In the meantime events thicken. On the 2d inst. General Prim left for Vera Cruz, on board the steamer Francisco de Asis, in the midst of the French fleet, which sailed for the Mexican coast the same hour, but not for Vera Cruz, as you may depend. The French Admiral is in high dudgeon with his Spanish friends for having been in such a hurry to get into Vera Cruz before their allies were ready, and will therefore take his vessels to Tampico. Additional offence has been given by the Spaniards' neglecting to hoist the French and English flags on the ramparts of Ulloa and over Vera Cruz, contenting themselves with their own exclusively. The following vessels composed the French fleet:

Ship-of-the-line Massena, Captain Rose, having on board Admiral dela Graviere.

frigate La GuerriereCaptain de Selva.
frigate L' AstreeCaptain Duval.
frigate L' ArdenteCaptain Guizoime.

all propellers. The land force on board the fleet numbers 2,828 men or all arms. The French war steamer Montezuma, which arrived on the 31st ult., sailed from here yesterday, and we have still in port the steamer L'aube, which arrived on the 1st inst., with six hundred troops on board.

the steamers which accompanied General Prim were the Ulloa and San Quentin.

on the same day (the 2d) the British steam frigate Ariadne and the Spiteful arrived here — the former from Vera Cruz and the latter from Cape San Antonio, where she met the English fleet for Vera Cruz, composed of the following vessels:


Ship-of-the-line St. George86
Ship-of-the-line Sans Parrel70
Frigate Mersey40
Frigate Challenger21
Gun boat Barracenta6
Gun-boat Plover5

A transport, laden with coal, accompanied them.

At Vera Cruz things are a little unpleasant. Supplies from the interior are so completely cut off that the most lavish expenditure of love and money fails to procure a decent breakfast or dinner.
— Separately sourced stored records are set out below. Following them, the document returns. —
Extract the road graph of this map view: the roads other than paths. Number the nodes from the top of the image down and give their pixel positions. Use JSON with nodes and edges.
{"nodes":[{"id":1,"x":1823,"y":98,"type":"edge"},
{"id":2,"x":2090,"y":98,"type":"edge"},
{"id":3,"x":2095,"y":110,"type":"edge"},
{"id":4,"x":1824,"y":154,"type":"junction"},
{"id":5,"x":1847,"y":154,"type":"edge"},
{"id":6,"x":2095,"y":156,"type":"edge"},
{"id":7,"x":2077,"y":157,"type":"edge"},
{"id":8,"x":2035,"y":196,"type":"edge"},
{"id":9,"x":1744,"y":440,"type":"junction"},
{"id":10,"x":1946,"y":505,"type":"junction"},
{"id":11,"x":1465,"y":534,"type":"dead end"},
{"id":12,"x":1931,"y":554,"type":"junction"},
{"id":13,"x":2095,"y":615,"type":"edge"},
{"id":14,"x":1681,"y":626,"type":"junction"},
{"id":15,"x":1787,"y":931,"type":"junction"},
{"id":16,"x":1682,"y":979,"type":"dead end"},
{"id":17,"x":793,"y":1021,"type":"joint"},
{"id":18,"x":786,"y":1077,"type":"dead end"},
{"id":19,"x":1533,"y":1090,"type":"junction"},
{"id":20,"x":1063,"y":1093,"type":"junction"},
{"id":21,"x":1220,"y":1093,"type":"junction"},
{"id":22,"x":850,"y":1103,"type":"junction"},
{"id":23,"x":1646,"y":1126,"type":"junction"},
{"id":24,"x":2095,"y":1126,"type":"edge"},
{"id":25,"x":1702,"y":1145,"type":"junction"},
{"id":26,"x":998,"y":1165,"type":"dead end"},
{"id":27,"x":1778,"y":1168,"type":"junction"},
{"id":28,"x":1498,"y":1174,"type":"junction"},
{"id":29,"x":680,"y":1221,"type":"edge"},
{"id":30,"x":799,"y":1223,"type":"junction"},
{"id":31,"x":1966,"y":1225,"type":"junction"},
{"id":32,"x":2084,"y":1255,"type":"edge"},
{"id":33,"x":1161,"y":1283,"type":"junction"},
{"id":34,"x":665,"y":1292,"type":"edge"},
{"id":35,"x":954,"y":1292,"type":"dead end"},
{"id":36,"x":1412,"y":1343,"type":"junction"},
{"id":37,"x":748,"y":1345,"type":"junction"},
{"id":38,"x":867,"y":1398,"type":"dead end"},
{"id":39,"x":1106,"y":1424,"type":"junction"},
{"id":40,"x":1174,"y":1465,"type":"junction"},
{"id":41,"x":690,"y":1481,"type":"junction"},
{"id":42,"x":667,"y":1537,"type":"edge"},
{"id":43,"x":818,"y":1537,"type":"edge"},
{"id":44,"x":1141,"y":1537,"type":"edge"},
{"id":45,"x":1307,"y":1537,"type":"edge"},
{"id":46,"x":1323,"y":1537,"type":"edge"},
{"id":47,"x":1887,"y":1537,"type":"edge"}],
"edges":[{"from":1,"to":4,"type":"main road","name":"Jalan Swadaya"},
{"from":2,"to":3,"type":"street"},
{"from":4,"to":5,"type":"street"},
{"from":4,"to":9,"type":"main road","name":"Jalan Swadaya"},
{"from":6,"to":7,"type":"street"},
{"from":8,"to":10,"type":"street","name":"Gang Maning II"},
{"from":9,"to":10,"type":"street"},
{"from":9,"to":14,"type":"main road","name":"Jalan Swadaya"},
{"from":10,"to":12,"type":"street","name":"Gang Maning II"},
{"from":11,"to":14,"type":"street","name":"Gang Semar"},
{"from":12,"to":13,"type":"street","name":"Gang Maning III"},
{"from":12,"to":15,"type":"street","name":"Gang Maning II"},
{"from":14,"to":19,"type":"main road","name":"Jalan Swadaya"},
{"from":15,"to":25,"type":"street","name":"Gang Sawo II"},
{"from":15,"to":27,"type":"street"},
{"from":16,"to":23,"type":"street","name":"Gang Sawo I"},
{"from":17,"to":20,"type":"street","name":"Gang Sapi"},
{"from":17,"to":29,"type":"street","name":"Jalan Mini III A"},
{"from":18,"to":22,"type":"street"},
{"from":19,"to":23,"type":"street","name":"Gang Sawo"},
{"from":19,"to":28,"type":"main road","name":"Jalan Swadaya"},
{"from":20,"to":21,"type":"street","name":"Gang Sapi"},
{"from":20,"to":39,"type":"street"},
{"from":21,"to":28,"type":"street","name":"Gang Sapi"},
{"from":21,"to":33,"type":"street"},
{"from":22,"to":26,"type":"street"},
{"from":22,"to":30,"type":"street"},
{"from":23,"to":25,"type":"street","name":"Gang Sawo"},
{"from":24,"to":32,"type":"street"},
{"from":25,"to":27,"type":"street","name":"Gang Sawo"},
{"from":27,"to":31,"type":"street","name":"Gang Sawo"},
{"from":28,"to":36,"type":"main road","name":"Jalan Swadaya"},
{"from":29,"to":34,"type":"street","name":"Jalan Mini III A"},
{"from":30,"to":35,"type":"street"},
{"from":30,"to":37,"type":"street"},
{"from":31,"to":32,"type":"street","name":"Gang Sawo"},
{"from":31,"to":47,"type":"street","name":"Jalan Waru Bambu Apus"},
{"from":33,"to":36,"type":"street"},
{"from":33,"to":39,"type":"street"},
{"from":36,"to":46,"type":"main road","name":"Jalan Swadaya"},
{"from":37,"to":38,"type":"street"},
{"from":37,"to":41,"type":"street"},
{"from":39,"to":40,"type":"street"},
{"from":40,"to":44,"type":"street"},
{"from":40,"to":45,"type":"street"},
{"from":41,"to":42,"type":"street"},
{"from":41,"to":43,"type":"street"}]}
Sir Charles Wyke, the English Minister, arrived on the night of the 24th, having stopped some days at Orizaba, where there was intense feeling against the Spaniards.

Daza, Governor of Mexico, had been deposed, and Azcarate appointed in his stead.

The Mexican Cortez closed on the 15th after fully authorizing the President to adopt all measures he might deem prudent in regard to the ‘"Spanish invasion."’

General Parrodi had been named Minister of War.

General Gasset, of the Spanish forces, had established a custom-house in Vera Cruz, and Uraga had established another five leagues from the city.

Juarez in his proclamation calls on all parties to give up their present quarrels and unite against the common enemy. All had done so save Zuloaga, who had but a small band, and Miramon's party, to which, since his departure, but little more than the name is left.

On the 5th arrived from Vera Cruz, in five days, the steamer La Cubana, with little news of interest. No sortie had been made by the Spaniards.

Tampico, occupied and well defended by the Mexicans, would hold out a long while.

Gen. Uraga has all the passes from Vera Cruz well defended, and has under his immediate command 20,000 troops well armed. He had received 22 deserters from the Spanish forces, and on the arrival of my informant in the city he found 18 more had deserted, and more were expected to desert as opportunity offered. Being forced conscripts they are never contented.

The attempt to get up an exhibition of agriculture, industry and fine arts has failed.

The first portion of the Sancti Espiritu Railroad was opened on the 29th ult.

On the 28th ult. the English steamer Labuan sailed under very suspicious circumstances for Matamoras.

December 31 the new Ayuntamiento or City Council, was sworn in, and went immediately to felicitate the Captain-General on the taking of Vera Cruz.

On January 6, the steamer Cuba, formerly the Calhoun, three days from Berwick's Bay with cotton, reports 1,508 tone Capt. McConnell, formerly of the steamer Habana, and Mr. Plumb, attache to the American legation at Mexico, are here en route for Washington.